* [EXERCISE]:
Only lines with the word "Bulvarı" belong in the answer; copy them from the records below.

* [INPUT MATERIAL]:
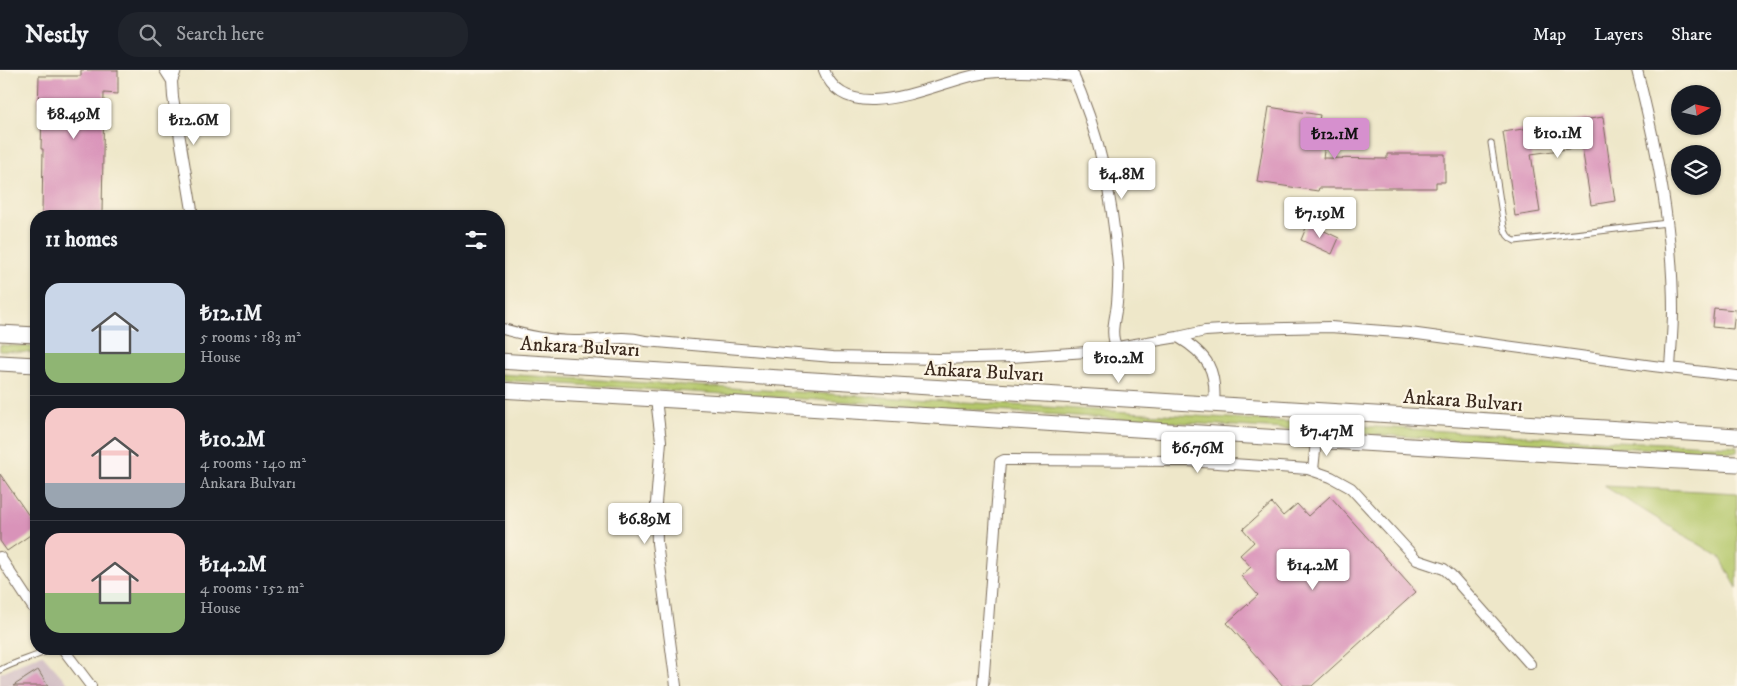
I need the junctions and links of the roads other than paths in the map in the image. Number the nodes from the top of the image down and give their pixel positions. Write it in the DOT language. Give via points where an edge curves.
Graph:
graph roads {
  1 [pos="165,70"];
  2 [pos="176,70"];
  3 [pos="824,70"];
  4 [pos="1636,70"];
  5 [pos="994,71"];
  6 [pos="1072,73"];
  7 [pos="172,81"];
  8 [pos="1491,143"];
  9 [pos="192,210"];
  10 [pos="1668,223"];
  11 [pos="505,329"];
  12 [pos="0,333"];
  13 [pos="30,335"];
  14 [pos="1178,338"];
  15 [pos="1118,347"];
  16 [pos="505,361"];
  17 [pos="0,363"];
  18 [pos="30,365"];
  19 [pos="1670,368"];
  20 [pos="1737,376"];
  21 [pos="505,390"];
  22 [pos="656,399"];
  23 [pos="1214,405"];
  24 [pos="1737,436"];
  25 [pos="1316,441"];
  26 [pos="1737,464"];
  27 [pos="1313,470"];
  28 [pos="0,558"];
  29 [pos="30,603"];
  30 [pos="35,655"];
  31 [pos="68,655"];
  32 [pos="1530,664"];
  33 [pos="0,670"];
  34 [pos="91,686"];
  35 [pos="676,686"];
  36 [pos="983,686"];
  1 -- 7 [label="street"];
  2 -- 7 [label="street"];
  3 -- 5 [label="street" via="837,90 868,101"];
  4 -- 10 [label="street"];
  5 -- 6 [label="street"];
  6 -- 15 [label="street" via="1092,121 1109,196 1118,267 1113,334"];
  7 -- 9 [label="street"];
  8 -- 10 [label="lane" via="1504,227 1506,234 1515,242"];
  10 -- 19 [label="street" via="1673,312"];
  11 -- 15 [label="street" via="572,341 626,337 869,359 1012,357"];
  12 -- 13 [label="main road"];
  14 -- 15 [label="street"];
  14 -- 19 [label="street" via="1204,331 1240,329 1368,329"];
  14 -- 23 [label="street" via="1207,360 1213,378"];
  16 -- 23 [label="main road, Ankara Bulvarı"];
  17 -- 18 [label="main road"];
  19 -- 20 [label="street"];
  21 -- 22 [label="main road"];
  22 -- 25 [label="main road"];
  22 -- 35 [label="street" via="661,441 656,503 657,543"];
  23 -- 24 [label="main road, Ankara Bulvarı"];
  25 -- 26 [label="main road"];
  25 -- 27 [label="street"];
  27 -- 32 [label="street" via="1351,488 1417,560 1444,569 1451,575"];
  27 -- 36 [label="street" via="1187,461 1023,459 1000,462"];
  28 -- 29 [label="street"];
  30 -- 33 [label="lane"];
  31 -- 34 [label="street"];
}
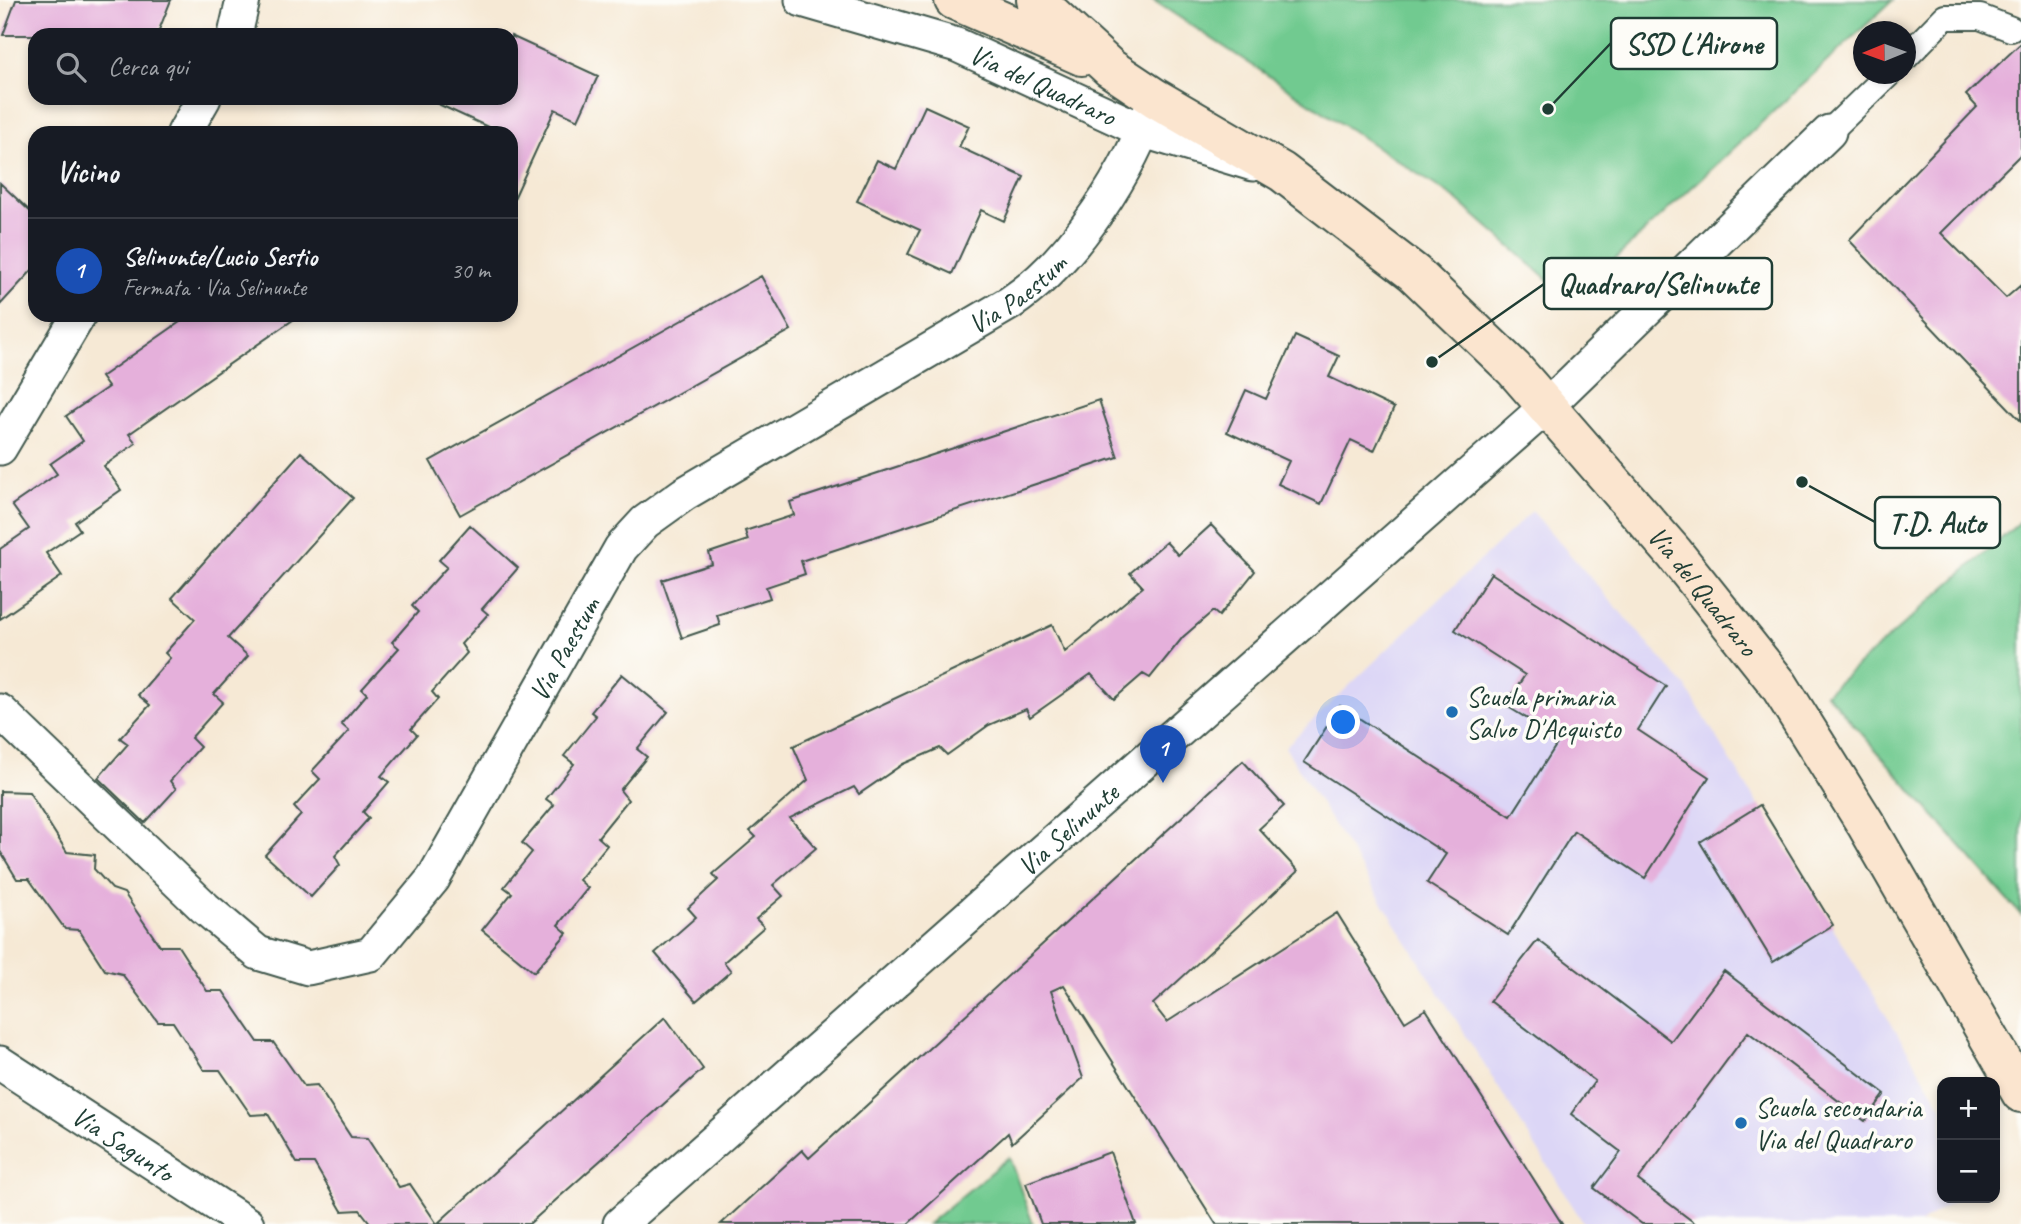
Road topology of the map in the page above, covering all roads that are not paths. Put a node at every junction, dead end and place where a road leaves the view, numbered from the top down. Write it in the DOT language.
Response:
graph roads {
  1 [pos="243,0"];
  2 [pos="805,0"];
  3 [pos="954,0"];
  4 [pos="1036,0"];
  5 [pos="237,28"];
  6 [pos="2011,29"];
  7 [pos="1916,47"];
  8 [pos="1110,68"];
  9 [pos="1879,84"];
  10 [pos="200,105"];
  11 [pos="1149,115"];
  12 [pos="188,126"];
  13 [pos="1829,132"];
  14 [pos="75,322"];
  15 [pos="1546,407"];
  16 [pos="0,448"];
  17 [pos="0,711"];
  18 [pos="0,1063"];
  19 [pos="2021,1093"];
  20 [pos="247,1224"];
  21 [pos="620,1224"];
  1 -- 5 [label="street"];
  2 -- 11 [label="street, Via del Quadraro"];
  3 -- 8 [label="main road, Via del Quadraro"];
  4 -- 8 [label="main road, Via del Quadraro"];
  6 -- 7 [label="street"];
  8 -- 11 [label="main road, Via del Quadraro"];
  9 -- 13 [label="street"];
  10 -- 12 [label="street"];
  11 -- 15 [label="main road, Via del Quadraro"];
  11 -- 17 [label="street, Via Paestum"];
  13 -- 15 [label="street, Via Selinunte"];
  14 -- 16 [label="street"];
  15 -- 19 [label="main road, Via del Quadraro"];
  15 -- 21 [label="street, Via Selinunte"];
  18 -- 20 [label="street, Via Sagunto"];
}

* [WRITTEN ANSWER]:
  16 -- 23 [label="main road, Ankara Bulvarı"];
  23 -- 24 [label="main road, Ankara Bulvarı"];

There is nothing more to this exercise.